What to produce: Make an exact copy of all the records, one that contains none of the pictures.

(Human pose images with coordinates)
╭──

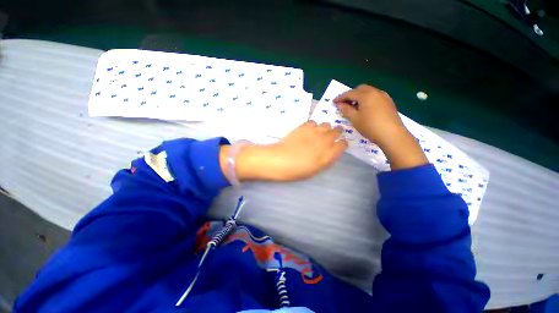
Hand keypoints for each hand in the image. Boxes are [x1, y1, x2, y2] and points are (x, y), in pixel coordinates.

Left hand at [220, 121, 347, 181]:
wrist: (280, 160)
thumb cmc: (296, 170)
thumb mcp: (315, 170)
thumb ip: (326, 159)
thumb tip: (331, 151)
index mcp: (328, 154)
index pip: (343, 144)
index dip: (342, 144)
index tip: (339, 145)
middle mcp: (324, 140)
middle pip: (337, 131)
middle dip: (337, 132)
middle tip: (332, 136)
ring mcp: (314, 132)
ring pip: (327, 124)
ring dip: (326, 128)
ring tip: (320, 132)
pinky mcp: (304, 126)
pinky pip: (313, 121)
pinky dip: (313, 125)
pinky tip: (309, 130)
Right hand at [333, 85, 427, 169]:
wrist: (392, 135)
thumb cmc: (370, 126)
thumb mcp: (355, 119)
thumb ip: (346, 110)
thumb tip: (340, 104)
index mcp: (366, 95)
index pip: (350, 93)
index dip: (340, 98)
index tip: (334, 102)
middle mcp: (375, 92)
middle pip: (360, 89)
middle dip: (351, 95)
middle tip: (345, 104)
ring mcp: (384, 96)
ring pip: (368, 92)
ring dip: (359, 97)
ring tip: (354, 107)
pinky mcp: (388, 102)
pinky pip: (375, 96)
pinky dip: (367, 99)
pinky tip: (365, 109)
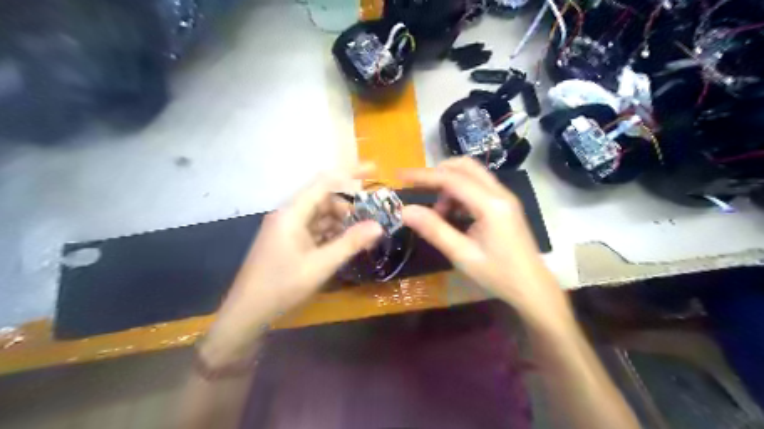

╰──

Your solution:
Hand keypoints for each hand in the image. Boxes are [x1, y1, x2, y2] and points are (x, y), in pixel coordinates.

Left hand at [220, 121, 347, 181]:
wrist: (280, 160)
thumb cmc: (296, 170)
thumb mcp: (315, 170)
thumb ip: (326, 159)
thumb tip: (331, 151)
index mcp: (328, 154)
index pip: (343, 144)
index dip: (342, 144)
index tip: (339, 145)
middle mcp: (324, 140)
middle pip: (337, 131)
middle dip: (337, 132)
middle tip: (332, 136)
ring mcp: (314, 132)
ring pip: (327, 124)
ring dip: (326, 128)
ring tip: (320, 132)
pinky mcp: (304, 126)
pinky pip: (313, 121)
pinky dip: (313, 125)
pinky tip: (309, 130)
Right hand at [333, 85, 427, 169]:
wrist: (392, 135)
thumb cmc: (370, 126)
thumb mcp: (355, 119)
thumb ip: (346, 110)
thumb tip: (340, 104)
index mcp: (366, 95)
index pip: (350, 93)
index dip: (340, 98)
index tip: (334, 102)
middle mcp: (375, 92)
middle pip: (360, 89)
middle dip: (351, 95)
middle tip: (345, 104)
ring mcp: (384, 96)
ring pip: (368, 92)
ring dip: (359, 97)
ring tip: (354, 107)
pinky mcp: (388, 102)
pinky pip: (375, 96)
pinky dip: (367, 99)
pinky tip: (365, 109)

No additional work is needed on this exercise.